### Your task:
Word for word, retype every entry in the listing.

### Dataset records:
>>

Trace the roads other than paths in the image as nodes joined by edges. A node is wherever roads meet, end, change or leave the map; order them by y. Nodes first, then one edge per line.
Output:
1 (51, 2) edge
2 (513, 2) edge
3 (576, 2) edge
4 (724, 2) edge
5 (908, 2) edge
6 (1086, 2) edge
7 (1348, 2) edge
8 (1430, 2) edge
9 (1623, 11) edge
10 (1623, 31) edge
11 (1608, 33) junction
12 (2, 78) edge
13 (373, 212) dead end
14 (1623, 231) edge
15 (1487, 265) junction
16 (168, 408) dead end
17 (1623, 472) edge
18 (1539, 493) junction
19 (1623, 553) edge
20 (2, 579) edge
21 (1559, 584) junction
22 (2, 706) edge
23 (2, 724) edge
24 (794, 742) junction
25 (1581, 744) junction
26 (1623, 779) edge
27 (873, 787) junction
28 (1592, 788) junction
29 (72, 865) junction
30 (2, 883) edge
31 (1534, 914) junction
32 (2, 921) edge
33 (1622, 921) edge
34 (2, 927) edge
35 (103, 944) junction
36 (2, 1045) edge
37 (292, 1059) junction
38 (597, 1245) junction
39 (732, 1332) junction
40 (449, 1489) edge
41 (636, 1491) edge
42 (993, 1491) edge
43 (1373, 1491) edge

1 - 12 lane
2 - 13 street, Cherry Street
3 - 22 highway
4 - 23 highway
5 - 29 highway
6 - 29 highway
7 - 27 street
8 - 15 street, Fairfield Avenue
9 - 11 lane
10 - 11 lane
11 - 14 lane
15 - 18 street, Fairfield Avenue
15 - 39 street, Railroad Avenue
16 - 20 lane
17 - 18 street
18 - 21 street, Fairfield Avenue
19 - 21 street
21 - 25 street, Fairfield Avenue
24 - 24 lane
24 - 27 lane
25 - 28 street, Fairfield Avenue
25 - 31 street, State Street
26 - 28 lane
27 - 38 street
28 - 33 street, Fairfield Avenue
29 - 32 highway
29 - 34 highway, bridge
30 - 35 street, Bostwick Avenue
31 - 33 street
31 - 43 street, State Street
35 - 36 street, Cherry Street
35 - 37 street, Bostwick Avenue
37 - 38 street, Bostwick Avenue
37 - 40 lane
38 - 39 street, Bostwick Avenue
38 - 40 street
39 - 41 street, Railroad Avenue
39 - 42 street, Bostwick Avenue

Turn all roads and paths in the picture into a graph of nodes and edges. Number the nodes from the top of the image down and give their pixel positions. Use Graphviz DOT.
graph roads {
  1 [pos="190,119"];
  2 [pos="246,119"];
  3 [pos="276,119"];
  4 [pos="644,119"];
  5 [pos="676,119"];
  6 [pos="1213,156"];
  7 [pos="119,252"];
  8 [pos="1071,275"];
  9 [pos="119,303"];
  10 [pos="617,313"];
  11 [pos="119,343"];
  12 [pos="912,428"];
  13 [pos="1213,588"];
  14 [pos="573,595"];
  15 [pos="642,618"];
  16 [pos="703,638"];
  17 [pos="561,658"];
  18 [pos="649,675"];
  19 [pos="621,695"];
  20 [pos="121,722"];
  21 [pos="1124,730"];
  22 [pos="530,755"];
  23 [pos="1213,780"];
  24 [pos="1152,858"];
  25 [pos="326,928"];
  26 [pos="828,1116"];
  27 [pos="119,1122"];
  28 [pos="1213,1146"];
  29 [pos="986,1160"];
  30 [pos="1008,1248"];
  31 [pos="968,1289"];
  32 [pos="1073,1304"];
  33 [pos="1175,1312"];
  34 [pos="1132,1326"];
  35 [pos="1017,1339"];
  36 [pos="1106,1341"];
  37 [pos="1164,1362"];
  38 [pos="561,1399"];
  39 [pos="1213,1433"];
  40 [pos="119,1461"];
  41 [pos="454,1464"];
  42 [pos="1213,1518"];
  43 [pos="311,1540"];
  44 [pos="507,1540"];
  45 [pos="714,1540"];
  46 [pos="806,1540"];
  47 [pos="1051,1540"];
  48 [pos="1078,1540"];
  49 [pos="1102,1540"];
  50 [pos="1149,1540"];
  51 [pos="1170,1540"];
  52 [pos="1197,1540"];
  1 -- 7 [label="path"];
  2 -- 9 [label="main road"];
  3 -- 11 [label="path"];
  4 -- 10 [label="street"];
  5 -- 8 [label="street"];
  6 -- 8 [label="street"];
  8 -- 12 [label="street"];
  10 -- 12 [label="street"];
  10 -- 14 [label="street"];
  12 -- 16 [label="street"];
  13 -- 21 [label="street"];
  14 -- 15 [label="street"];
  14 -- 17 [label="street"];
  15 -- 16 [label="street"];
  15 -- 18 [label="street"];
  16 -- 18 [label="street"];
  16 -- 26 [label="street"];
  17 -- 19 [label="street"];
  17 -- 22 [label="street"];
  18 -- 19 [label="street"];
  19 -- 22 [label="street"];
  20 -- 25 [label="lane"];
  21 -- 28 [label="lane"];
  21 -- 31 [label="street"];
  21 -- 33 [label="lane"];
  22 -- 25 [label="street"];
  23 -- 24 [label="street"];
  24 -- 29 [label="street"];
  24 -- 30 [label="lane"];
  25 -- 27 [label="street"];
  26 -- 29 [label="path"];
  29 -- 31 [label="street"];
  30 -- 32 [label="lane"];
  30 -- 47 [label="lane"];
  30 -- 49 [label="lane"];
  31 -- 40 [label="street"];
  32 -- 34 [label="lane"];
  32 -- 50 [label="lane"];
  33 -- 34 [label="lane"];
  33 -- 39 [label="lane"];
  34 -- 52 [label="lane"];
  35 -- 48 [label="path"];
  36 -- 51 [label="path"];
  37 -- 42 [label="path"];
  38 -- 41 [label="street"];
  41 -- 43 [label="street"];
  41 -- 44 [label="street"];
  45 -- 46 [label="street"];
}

<<

### Task answer:
Trace the roads other than paths in the image as nodes joined by edges. A node is wherever roads meet, end, change or leave the map; order them by y. Nodes first, then one edge per line.
Output:
1 (51, 2) edge
2 (513, 2) edge
3 (576, 2) edge
4 (724, 2) edge
5 (908, 2) edge
6 (1086, 2) edge
7 (1348, 2) edge
8 (1430, 2) edge
9 (1623, 11) edge
10 (1623, 31) edge
11 (1608, 33) junction
12 (2, 78) edge
13 (373, 212) dead end
14 (1623, 231) edge
15 (1487, 265) junction
16 (168, 408) dead end
17 (1623, 472) edge
18 (1539, 493) junction
19 (1623, 553) edge
20 (2, 579) edge
21 (1559, 584) junction
22 (2, 706) edge
23 (2, 724) edge
24 (794, 742) junction
25 (1581, 744) junction
26 (1623, 779) edge
27 (873, 787) junction
28 (1592, 788) junction
29 (72, 865) junction
30 (2, 883) edge
31 (1534, 914) junction
32 (2, 921) edge
33 (1622, 921) edge
34 (2, 927) edge
35 (103, 944) junction
36 (2, 1045) edge
37 (292, 1059) junction
38 (597, 1245) junction
39 (732, 1332) junction
40 (449, 1489) edge
41 (636, 1491) edge
42 (993, 1491) edge
43 (1373, 1491) edge

1 - 12 lane
2 - 13 street, Cherry Street
3 - 22 highway
4 - 23 highway
5 - 29 highway
6 - 29 highway
7 - 27 street
8 - 15 street, Fairfield Avenue
9 - 11 lane
10 - 11 lane
11 - 14 lane
15 - 18 street, Fairfield Avenue
15 - 39 street, Railroad Avenue
16 - 20 lane
17 - 18 street
18 - 21 street, Fairfield Avenue
19 - 21 street
21 - 25 street, Fairfield Avenue
24 - 24 lane
24 - 27 lane
25 - 28 street, Fairfield Avenue
25 - 31 street, State Street
26 - 28 lane
27 - 38 street
28 - 33 street, Fairfield Avenue
29 - 32 highway
29 - 34 highway, bridge
30 - 35 street, Bostwick Avenue
31 - 33 street
31 - 43 street, State Street
35 - 36 street, Cherry Street
35 - 37 street, Bostwick Avenue
37 - 38 street, Bostwick Avenue
37 - 40 lane
38 - 39 street, Bostwick Avenue
38 - 40 street
39 - 41 street, Railroad Avenue
39 - 42 street, Bostwick Avenue

Turn all roads and paths in the picture into a graph of nodes and edges. Number the nodes from the top of the image down and give their pixel positions. Use Graphviz DOT.
graph roads {
  1 [pos="190,119"];
  2 [pos="246,119"];
  3 [pos="276,119"];
  4 [pos="644,119"];
  5 [pos="676,119"];
  6 [pos="1213,156"];
  7 [pos="119,252"];
  8 [pos="1071,275"];
  9 [pos="119,303"];
  10 [pos="617,313"];
  11 [pos="119,343"];
  12 [pos="912,428"];
  13 [pos="1213,588"];
  14 [pos="573,595"];
  15 [pos="642,618"];
  16 [pos="703,638"];
  17 [pos="561,658"];
  18 [pos="649,675"];
  19 [pos="621,695"];
  20 [pos="121,722"];
  21 [pos="1124,730"];
  22 [pos="530,755"];
  23 [pos="1213,780"];
  24 [pos="1152,858"];
  25 [pos="326,928"];
  26 [pos="828,1116"];
  27 [pos="119,1122"];
  28 [pos="1213,1146"];
  29 [pos="986,1160"];
  30 [pos="1008,1248"];
  31 [pos="968,1289"];
  32 [pos="1073,1304"];
  33 [pos="1175,1312"];
  34 [pos="1132,1326"];
  35 [pos="1017,1339"];
  36 [pos="1106,1341"];
  37 [pos="1164,1362"];
  38 [pos="561,1399"];
  39 [pos="1213,1433"];
  40 [pos="119,1461"];
  41 [pos="454,1464"];
  42 [pos="1213,1518"];
  43 [pos="311,1540"];
  44 [pos="507,1540"];
  45 [pos="714,1540"];
  46 [pos="806,1540"];
  47 [pos="1051,1540"];
  48 [pos="1078,1540"];
  49 [pos="1102,1540"];
  50 [pos="1149,1540"];
  51 [pos="1170,1540"];
  52 [pos="1197,1540"];
  1 -- 7 [label="path"];
  2 -- 9 [label="main road"];
  3 -- 11 [label="path"];
  4 -- 10 [label="street"];
  5 -- 8 [label="street"];
  6 -- 8 [label="street"];
  8 -- 12 [label="street"];
  10 -- 12 [label="street"];
  10 -- 14 [label="street"];
  12 -- 16 [label="street"];
  13 -- 21 [label="street"];
  14 -- 15 [label="street"];
  14 -- 17 [label="street"];
  15 -- 16 [label="street"];
  15 -- 18 [label="street"];
  16 -- 18 [label="street"];
  16 -- 26 [label="street"];
  17 -- 19 [label="street"];
  17 -- 22 [label="street"];
  18 -- 19 [label="street"];
  19 -- 22 [label="street"];
  20 -- 25 [label="lane"];
  21 -- 28 [label="lane"];
  21 -- 31 [label="street"];
  21 -- 33 [label="lane"];
  22 -- 25 [label="street"];
  23 -- 24 [label="street"];
  24 -- 29 [label="street"];
  24 -- 30 [label="lane"];
  25 -- 27 [label="street"];
  26 -- 29 [label="path"];
  29 -- 31 [label="street"];
  30 -- 32 [label="lane"];
  30 -- 47 [label="lane"];
  30 -- 49 [label="lane"];
  31 -- 40 [label="street"];
  32 -- 34 [label="lane"];
  32 -- 50 [label="lane"];
  33 -- 34 [label="lane"];
  33 -- 39 [label="lane"];
  34 -- 52 [label="lane"];
  35 -- 48 [label="path"];
  36 -- 51 [label="path"];
  37 -- 42 [label="path"];
  38 -- 41 [label="street"];
  41 -- 43 [label="street"];
  41 -- 44 [label="street"];
  45 -- 46 [label="street"];
}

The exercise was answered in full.